As discussed before, 'etaoin shrdlu' is the letters arranged in order of English language frequency of occurrence - and is a phrase sometimes used by compositors in lieu of 'anon'. Surprising then that our T (or I and L due to finger placement?) keys aren't as battered.All my other keys are shiny from use, but there is no wear apparent on them. The space bar, as usual, has just a fairly short shiny part slightly to the right of centre.

Part of the issue will be how the lettering is "applied" to the keyboard - engraved, embossed or merely printed. I can feel the raised lettering on "Insert" and "Delete" keys but not on the letter keys on this relatively new/inexpensive Memorex keyboard.The printed letters on my keyboard are just that - no embossing at all, and the tiny embossing dots on the F and J are intact.

jgr
11-27-2005, 05:44 PM
Hmmm... I wonder just what word I may have used most commonly as I'm wearing the "paint" from a - s - o - l - e ... (the H appears to be fine...).

annc
11-27-2005, 09:14 PM
Hmmm... I wonder just what word I may have used most commonly as I'm wearing the "paint" from a - s - o - l - e ... (the H appears to be fine...).Hmmm, 'lose a -----' fill in the gap. ;)

iamback
11-28-2005, 01:18 AM
The letter 'e' is the most commonly used in the English language. I just noticed that my Mac keyboard has quite a hole gouged in the surface where my fingernail has been pounding into it for two and a half years.
Most worn on my five-year-old keyboard are 'e', 'n', 'a', and 's' (sort of in that order). While 'e' is the most frequent letter in Dutch as well, I do type more English than Dutch (including programming since keywords and function names tend to be derived from English as well).

donmcc
11-28-2005, 03:59 AM
As discussed before, 'etaoin shrdlu' is the letters arranged in order of English language frequency of occurrence - and is a phrase sometimes used by compositors in lieu of 'anon'.
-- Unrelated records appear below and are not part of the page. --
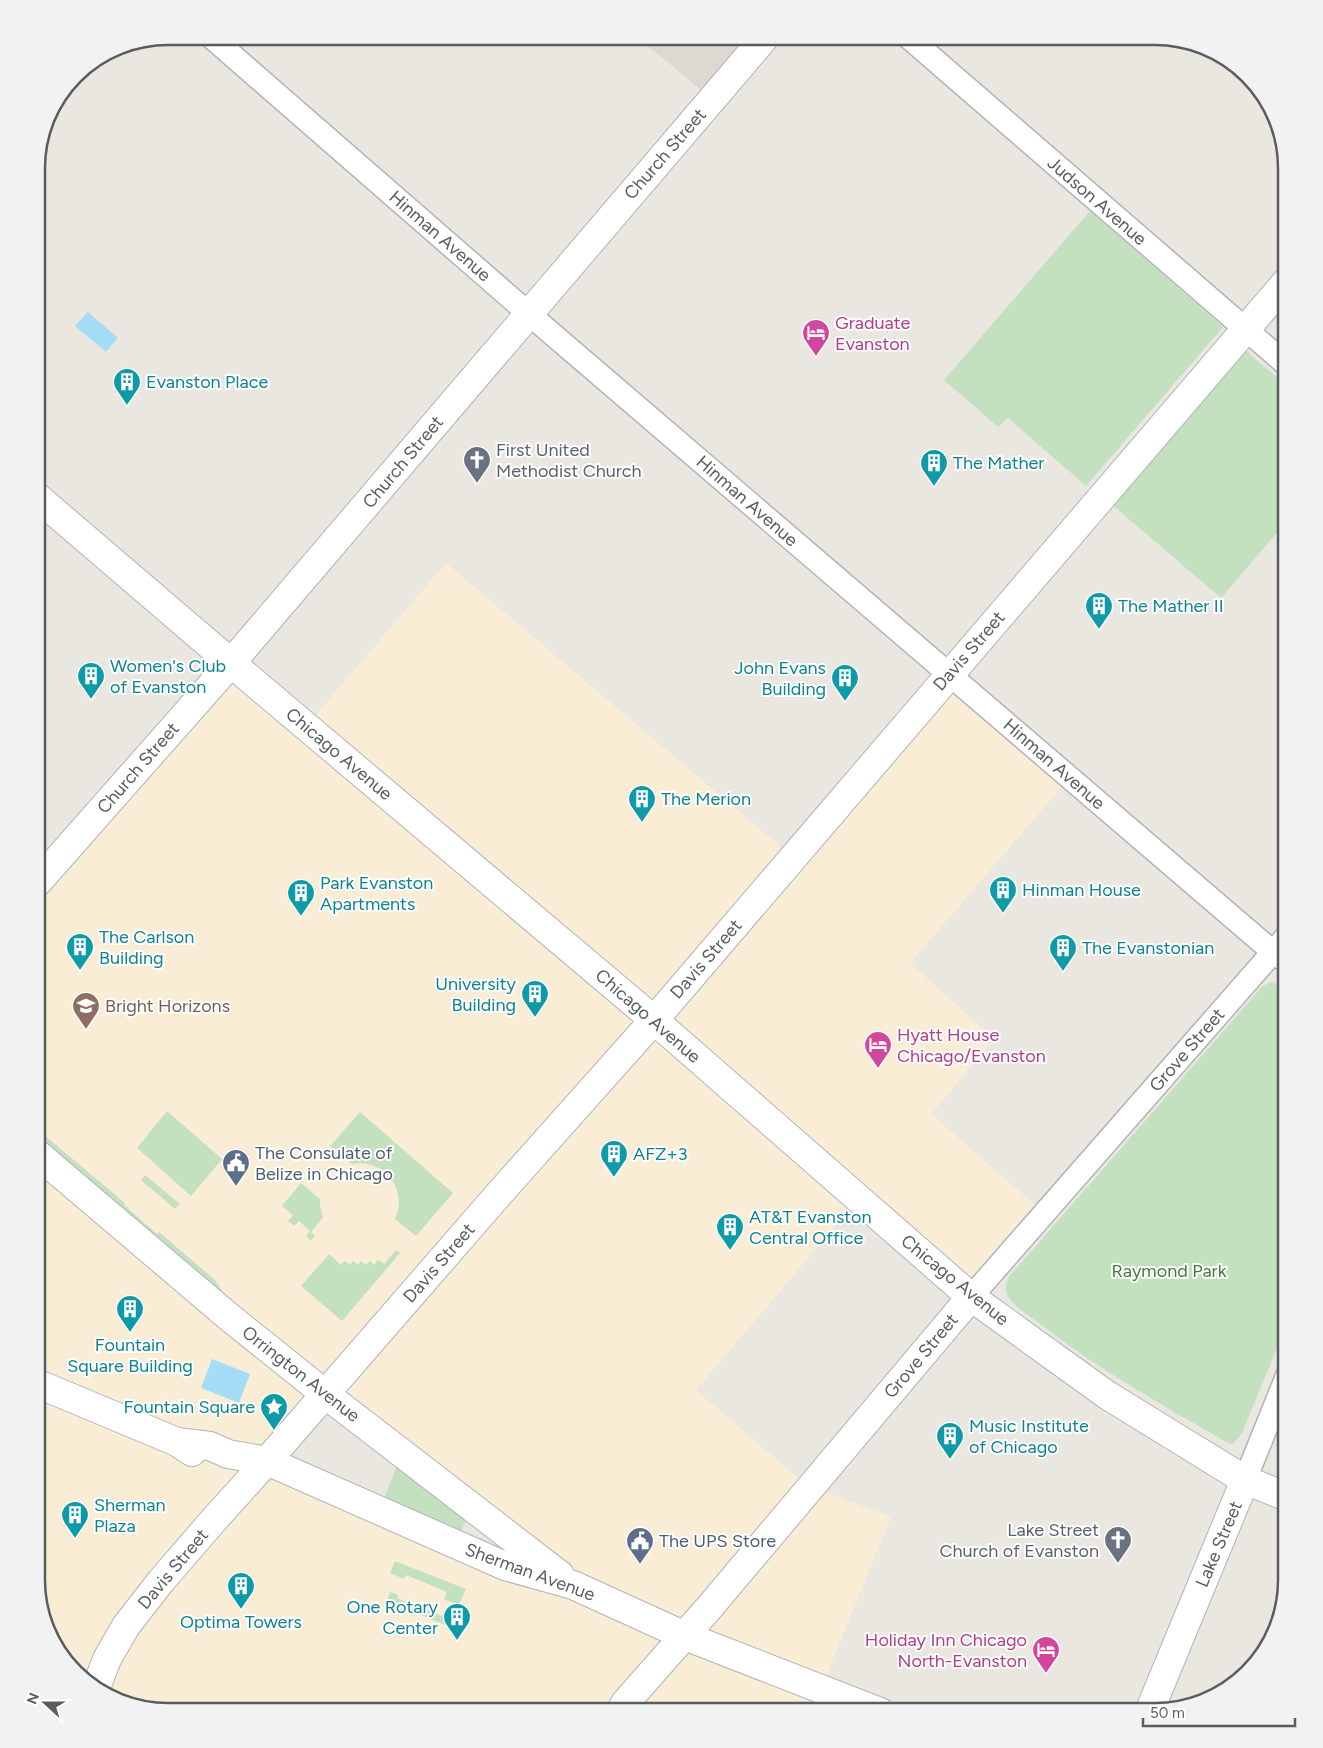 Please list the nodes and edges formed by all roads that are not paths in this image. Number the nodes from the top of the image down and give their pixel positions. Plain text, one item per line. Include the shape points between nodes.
1 (220, 45) edge
2 (758, 45) edge
3 (917, 45) edge
4 (1278, 290) edge
5 (529, 313) junction
6 (1244, 329) junction
7 (1278, 357) edge
8 (45, 504) edge
9 (231, 663) junction
10 (949, 675) junction
11 (45, 874) edge
12 (1278, 947) edge
13 (1278, 954) edge
14 (654, 1020) junction
15 (45, 1161) edge
16 (971, 1297) junction
17 (45, 1386) edge
18 (325, 1394) junction
19 (1278, 1398) edge
20 (177, 1442) junction
21 (267, 1461) junction
22 (1245, 1480) junction
23 (249, 1481) junction
24 (1278, 1493) edge
25 (574, 1585) junction
26 (684, 1636) junction
27 (99, 1681) edge
28 (625, 1703) edge
29 (857, 1703) edge
30 (1153, 1703) edge

1 - 5 street, Hinman Avenue
2 - 5 street, Church Street
3 - 6 street, Judson Avenue
4 - 6 street, Davis Street
5 - 9 street, Church Street
5 - 10 street, Hinman Avenue
6 - 7 street, Judson Avenue
6 - 10 street, Davis Street
8 - 9 street, Chicago Avenue
9 - 11 street, Church Street
9 - 14 street, Chicago Avenue
10 - 12 street, Hinman Avenue
10 - 14 street, Davis Street
13 - 16 street, Grove Street
14 - 16 street, Chicago Avenue
14 - 18 street, Davis Street
15 - 18 street, Orrington Avenue
16 - 22 street, Chicago Avenue via 1107,1395
16 - 26 street, Grove Street
17 - 20 street, Sherman Avenue
18 - 21 street, Davis Street
18 - 25 street, Orrington Avenue
19 - 22 street, Lake Street
20 - 21 street, Sherman Avenue via 210,1446 228,1454
20 - 23 street, Sherman Avenue via 197,1456
21 - 23 street, Davis Street
21 - 25 street, Sherman Avenue via 505,1566
22 - 24 street, Chicago Avenue
22 - 30 street, Lake Street
23 - 27 street, Davis Street via 126,1626
25 - 26 street, Sherman Avenue
26 - 28 street, Grove Street
26 - 29 street, Sherman Avenue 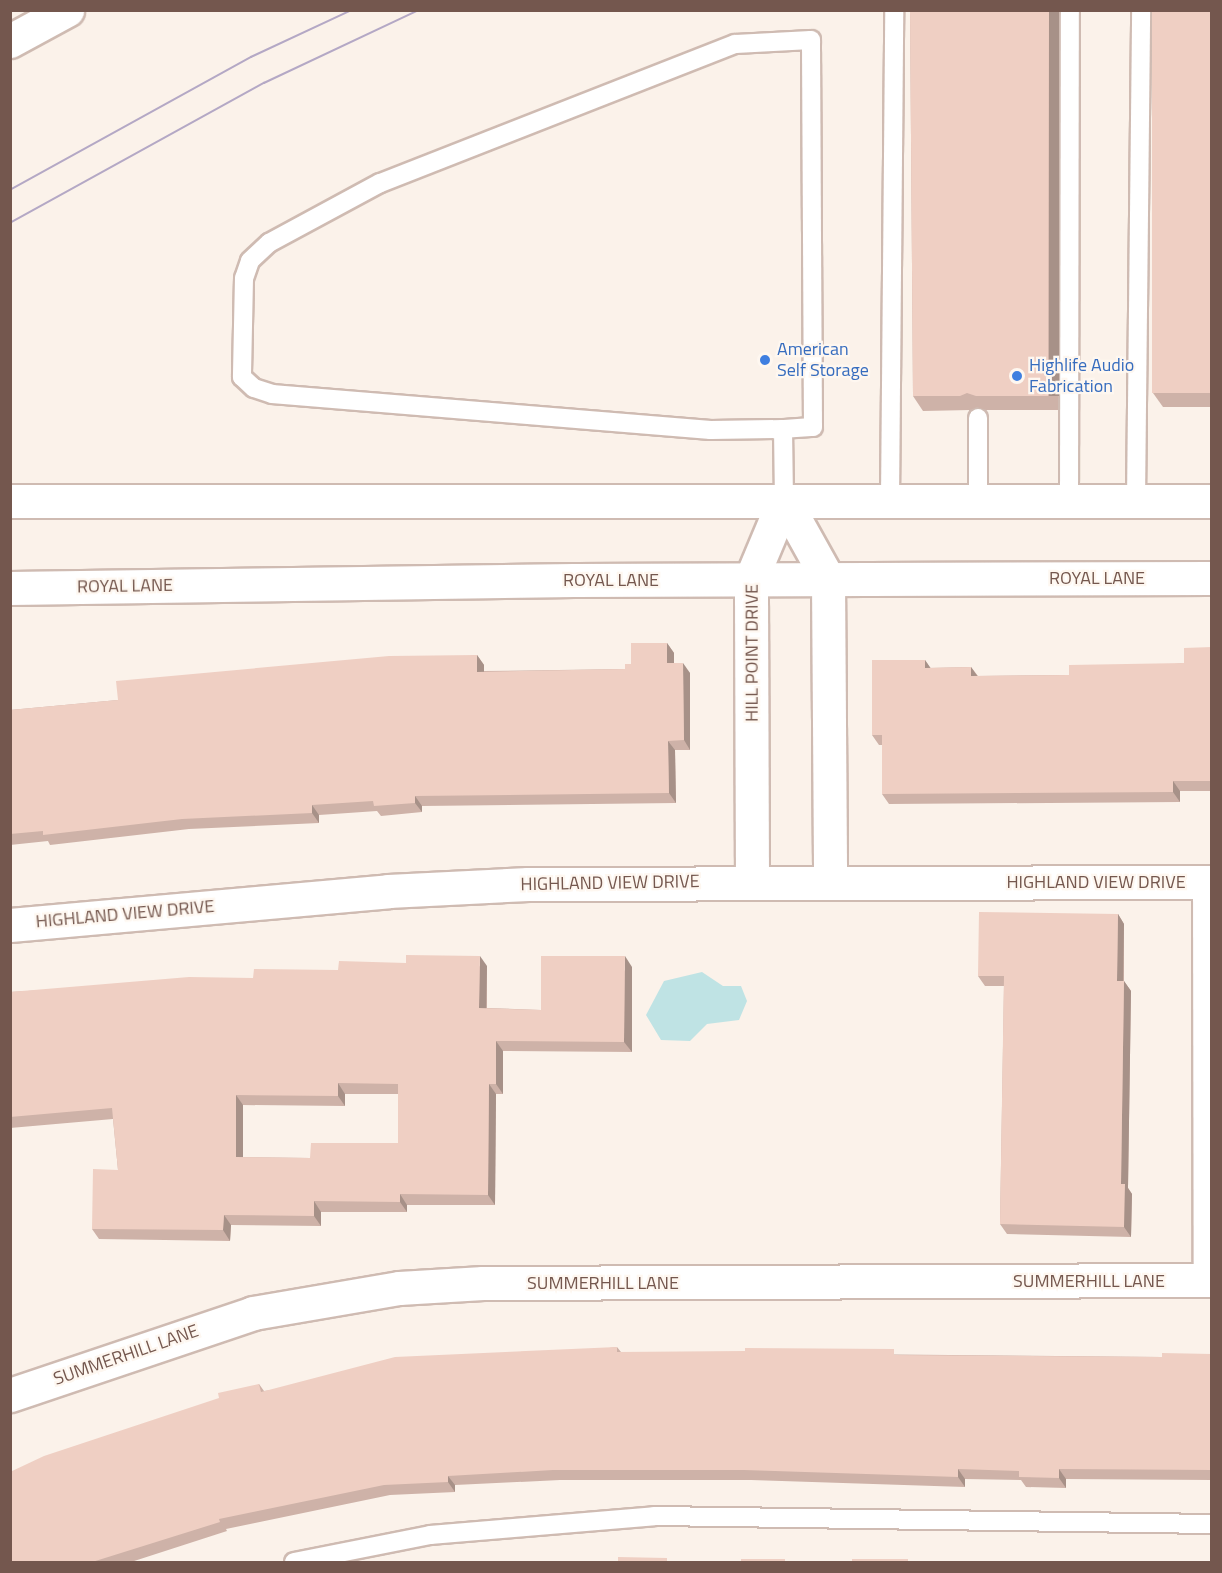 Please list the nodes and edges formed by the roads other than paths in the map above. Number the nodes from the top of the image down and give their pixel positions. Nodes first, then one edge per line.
1 (67, 10) edge
2 (894, 10) edge
3 (1070, 10) edge
4 (1141, 10) edge
5 (10, 41) edge
6 (978, 418) edge
7 (783, 429) junction
8 (784, 500) junction
9 (890, 500) junction
10 (978, 500) junction
11 (1069, 500) junction
12 (10, 501) edge
13 (1136, 501) junction
14 (1212, 501) edge
15 (1212, 578) edge
16 (751, 579) junction
17 (828, 579) junction
18 (10, 588) edge
19 (752, 882) junction
20 (830, 882) junction
21 (1210, 882) edge
22 (10, 925) edge
23 (1211, 1280) edge
24 (10, 1395) edge
25 (1212, 1524) edge
26 (294, 1563) edge

1 - 5 street
2 - 9 lane
3 - 11 lane
4 - 13 lane
6 - 10 lane
7 - 7 lane
7 - 8 lane
8 - 9 street
8 - 12 street
8 - 16 street, HILL POINT DRIVE
8 - 17 street
9 - 10 street
10 - 11 street
11 - 13 street
13 - 14 street
15 - 17 street, ROYAL LANE
16 - 17 street, ROYAL LANE
16 - 18 street, ROYAL LANE
16 - 19 street, HILL POINT DRIVE
17 - 20 street
19 - 20 street, HIGHLAND VIEW DRIVE
19 - 22 street, HIGHLAND VIEW DRIVE
20 - 21 street, HIGHLAND VIEW DRIVE
21 - 23 street
23 - 24 street, SUMMERHILL LANE
25 - 26 lane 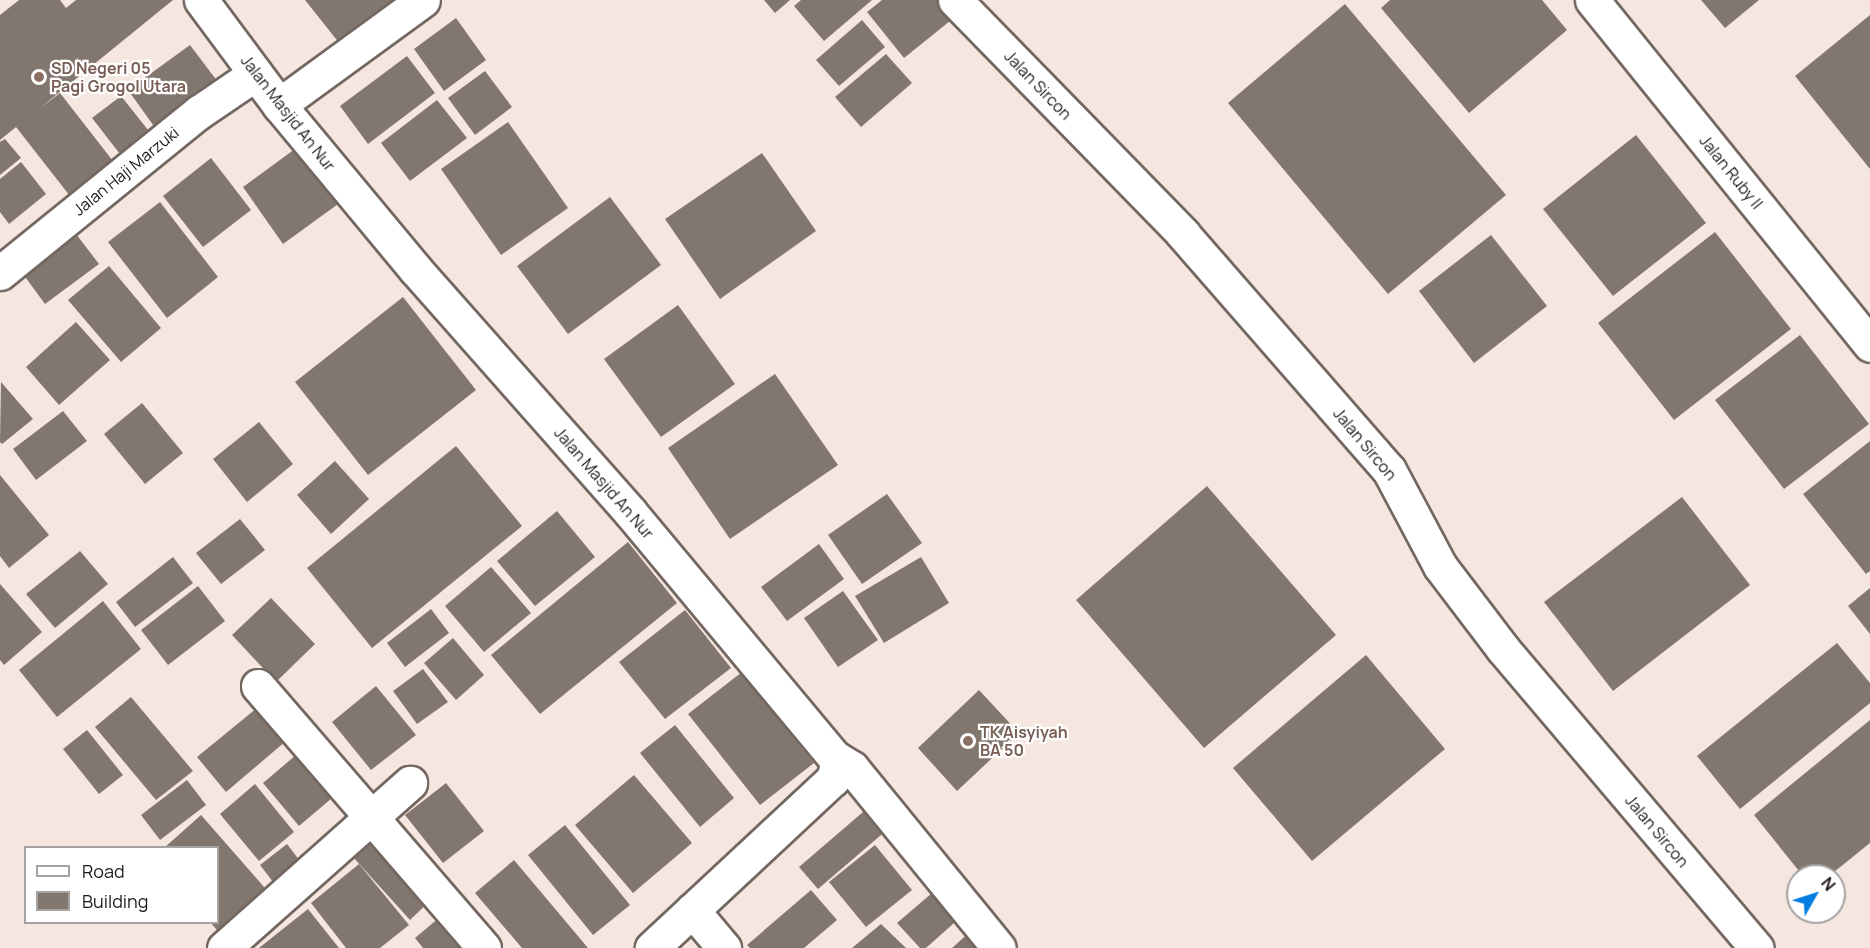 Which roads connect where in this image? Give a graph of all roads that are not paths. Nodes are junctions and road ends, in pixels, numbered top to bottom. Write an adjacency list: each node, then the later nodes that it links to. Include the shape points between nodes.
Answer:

The following comes from the Linotype Machine listing in Wikipedia:

The Linotype may be best remembered for the layout of its keyboard, which had letters arranged in decreasing order of frequency in everyday English. The first two vertical rows were usually ETAOIN SHRDLU (http://en.wikipedia.org/wiki/ETAOIN_SHRDLU), a phrase that occasionally appeared in print because Linotype operators who made mistakes would run their fingers down the keyboard to fill out the line with nonsense, and sometimes the slug of type would accidentally get used.

End of quote

Now it may be that the keys on the Linotype were based on the occurance of letters within the language, making both references correct. (Edit: I just followed the link above, to another wiki reference, and it does confirm this).

Don McCahill

annc
11-28-2005, 07:34 PM
Most worn on my five-year-old keyboard are 'e', 'n', 'a', and 's' (sort of in that order). While 'e' is the most frequent letter in Dutch as well, I do type more English than Dutch (including programming since keywords and function names tend to be derived from English as well).Ah - another one with a slightly worn 's'. I think my 's' is worn partly because I occasionally hit it instead of 'a'.